子プロセス・フォーム表から権限スキーマを移入し、ロール、アプリケーション・インスタンスおよび権限をカタログに収集することができます。また、カタログ・メタデータをロードすることもできます。
関連項目:
権限リスト・スケジュール済ジョブおよびカタログ同期化ジョブ・スケジュール済ジョブの詳細は、『Oracle Fusion Middleware Oracle Identity Governanceの管理』の事前定義済のスケジュール済タスクに関する項を参照してください
使用する言語に対応するリソース・バンドルを使用して、UIフォーム・フィールド・ラベルをローカライズできます。リソース・バンドルはコネクタ・インストール・メディアに用意されています。
コネクタをデプロイすると、リソース・バンドルがインストール・メディアのresourcesディレクトリからOracle Identity Managerデータベースにコピーされます。connectorResourcesディレクトリに新しいリソース・バンドルを追加したり、既存のリソース・バンドルに変更を加えた場合は、コネクタ・リソース・バンドルに関連するコンテンツをその都度サーバー・キャッシュから消去する必要があります。
Oracle Identity ManagerではOracle Diagnostic Logging (ODL)ロギング・サービスを使用して、コネクタに関連するすべてのタイプのイベントを記録します。
次のトピックでは、ロギングについて詳しく説明します。
ロギングを有効化すると、Oracle Identity Managerはプロビジョニングおよびリコンシリエーション操作の過程で発生するイベントについての情報をログ・ファイルに自動的に格納します。ODLはOracle Identity Managerにより原則的に使用されるロギング・サービスで、java.util.Loggerに基づいています。

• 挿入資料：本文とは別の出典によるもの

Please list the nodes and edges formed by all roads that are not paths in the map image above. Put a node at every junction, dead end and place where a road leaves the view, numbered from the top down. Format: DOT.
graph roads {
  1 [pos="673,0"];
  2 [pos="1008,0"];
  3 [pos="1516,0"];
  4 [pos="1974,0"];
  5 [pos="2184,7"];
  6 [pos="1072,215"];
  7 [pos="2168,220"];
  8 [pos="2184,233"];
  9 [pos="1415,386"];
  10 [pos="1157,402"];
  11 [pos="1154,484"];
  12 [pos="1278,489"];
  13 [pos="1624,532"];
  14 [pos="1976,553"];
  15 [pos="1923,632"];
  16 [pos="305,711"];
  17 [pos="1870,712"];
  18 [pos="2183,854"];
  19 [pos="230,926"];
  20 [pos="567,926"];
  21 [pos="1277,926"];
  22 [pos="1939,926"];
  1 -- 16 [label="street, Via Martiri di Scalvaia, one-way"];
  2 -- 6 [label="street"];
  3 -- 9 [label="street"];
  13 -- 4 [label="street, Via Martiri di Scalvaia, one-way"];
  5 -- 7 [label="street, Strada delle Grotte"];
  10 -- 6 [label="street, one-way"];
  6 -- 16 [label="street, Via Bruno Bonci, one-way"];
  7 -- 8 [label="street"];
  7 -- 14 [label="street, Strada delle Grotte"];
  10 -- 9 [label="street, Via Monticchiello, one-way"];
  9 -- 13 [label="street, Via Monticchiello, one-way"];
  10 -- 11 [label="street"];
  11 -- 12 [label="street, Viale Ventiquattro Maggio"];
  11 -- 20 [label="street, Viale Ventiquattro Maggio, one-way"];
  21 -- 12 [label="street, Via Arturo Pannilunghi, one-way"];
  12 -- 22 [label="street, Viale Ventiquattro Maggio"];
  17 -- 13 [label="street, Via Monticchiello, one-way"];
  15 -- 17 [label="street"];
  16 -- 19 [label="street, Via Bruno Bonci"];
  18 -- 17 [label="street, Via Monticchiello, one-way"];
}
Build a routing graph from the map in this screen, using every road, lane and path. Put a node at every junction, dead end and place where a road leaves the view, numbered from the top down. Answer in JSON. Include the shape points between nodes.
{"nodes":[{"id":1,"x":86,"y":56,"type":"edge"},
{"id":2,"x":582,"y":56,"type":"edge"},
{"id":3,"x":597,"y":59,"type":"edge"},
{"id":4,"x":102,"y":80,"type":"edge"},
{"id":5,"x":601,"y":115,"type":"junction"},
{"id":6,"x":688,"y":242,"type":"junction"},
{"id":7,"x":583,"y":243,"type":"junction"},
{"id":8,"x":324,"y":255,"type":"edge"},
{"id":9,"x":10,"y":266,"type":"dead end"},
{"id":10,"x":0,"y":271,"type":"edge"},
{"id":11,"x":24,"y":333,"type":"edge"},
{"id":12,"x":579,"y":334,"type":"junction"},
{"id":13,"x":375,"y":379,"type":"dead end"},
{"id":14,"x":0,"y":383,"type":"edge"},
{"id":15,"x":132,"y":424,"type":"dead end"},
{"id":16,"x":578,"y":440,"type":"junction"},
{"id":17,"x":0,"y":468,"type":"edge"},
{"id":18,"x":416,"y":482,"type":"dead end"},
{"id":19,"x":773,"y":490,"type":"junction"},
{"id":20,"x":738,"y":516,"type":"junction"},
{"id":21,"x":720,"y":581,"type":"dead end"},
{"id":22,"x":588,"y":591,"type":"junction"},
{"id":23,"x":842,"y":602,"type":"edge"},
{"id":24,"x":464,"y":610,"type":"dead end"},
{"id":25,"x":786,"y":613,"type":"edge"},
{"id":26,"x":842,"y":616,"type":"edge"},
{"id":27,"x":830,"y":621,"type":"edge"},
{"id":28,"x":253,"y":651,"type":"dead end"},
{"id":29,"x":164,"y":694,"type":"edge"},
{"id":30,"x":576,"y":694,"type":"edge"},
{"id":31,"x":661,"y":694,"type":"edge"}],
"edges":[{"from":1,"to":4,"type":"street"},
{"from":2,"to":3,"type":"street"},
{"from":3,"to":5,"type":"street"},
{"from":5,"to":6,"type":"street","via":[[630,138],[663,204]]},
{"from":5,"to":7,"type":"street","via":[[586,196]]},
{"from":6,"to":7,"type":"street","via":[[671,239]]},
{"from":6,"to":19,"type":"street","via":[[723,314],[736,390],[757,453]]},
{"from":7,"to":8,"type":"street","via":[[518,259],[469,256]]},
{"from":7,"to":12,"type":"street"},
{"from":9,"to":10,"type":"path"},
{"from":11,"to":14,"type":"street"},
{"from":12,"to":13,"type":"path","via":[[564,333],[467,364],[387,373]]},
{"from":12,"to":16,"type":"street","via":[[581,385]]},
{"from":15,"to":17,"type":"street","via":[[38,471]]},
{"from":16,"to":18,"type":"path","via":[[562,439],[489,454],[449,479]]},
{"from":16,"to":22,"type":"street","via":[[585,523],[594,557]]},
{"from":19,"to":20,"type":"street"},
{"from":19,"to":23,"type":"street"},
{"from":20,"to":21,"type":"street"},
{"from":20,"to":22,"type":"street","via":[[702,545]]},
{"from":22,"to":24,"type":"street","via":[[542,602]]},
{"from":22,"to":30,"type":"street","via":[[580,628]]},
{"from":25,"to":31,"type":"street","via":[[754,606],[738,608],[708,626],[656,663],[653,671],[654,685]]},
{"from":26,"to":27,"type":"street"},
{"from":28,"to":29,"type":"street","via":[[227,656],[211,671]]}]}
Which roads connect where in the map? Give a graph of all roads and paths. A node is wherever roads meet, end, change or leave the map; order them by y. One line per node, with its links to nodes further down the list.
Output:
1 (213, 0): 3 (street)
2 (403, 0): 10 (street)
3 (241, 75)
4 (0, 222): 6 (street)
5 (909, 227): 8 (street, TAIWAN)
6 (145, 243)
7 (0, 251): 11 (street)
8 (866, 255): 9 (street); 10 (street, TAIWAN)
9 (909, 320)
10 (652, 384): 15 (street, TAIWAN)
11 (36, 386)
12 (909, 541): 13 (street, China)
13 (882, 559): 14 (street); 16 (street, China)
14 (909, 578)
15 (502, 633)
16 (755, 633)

ロギングを行うイベントのタイプを指定するには、ログ・レベルを次のいずれかに設定します。
SEVERE.intValue()+100
このレベルでは、致命的エラーに関する情報のロギングが有効化されます。
SEVERE
このレベルでは、Oracle Identity Managerの実行を続行できる可能性があるエラーに関する情報のロギングが有効化されます。
WARNING
このレベルでは、障害を引き起こす可能性のある状況に関する情報のロギングが有効化されます。
INFO
このレベルでは、アプリケーションの進行状況を示すメッセージのロギングが有効化されます。
CONFIG
このレベルでは、デバッグに役立つ詳細なイベントに関する情報のロギングが有効化されます。
FINE、FINER、FINEST
これらのレベルでは詳細なイベントに関する情報のロギングが有効化され、FINESTではすべてのイベントに関する情報が記録されます。
表2-2 ログ・レベルおよびODLメッセージ・タイプ: レベルの組合せ
Javaのレベル | ODLメッセージ・タイプ:レベル |
---|---|
SEVERE.intValue()+100 |
INCIDENT_ERROR:1 |
SEVERE |
ERROR:1 |
WARNING |
WARNING:1 |
INFO |
NOTIFICATION:1 |
CONFIG |
NOTIFICATION:16 |
FINE |
TRACE:1 |
FINER |
TRACE16 |
FINEST |
TRACE32 |
OJDLの構成ファイルはlogging.xmlで、これは次のパスにあります: DOMAIN_HOME/config/fmwconfig/servers/OIM_SERVER/logging.xml
ここで、DOMAIN_HOMEとOIM_SERVERは、Oracle Identity Managerのインストール時に指定されたドメイン名とサーバー名です。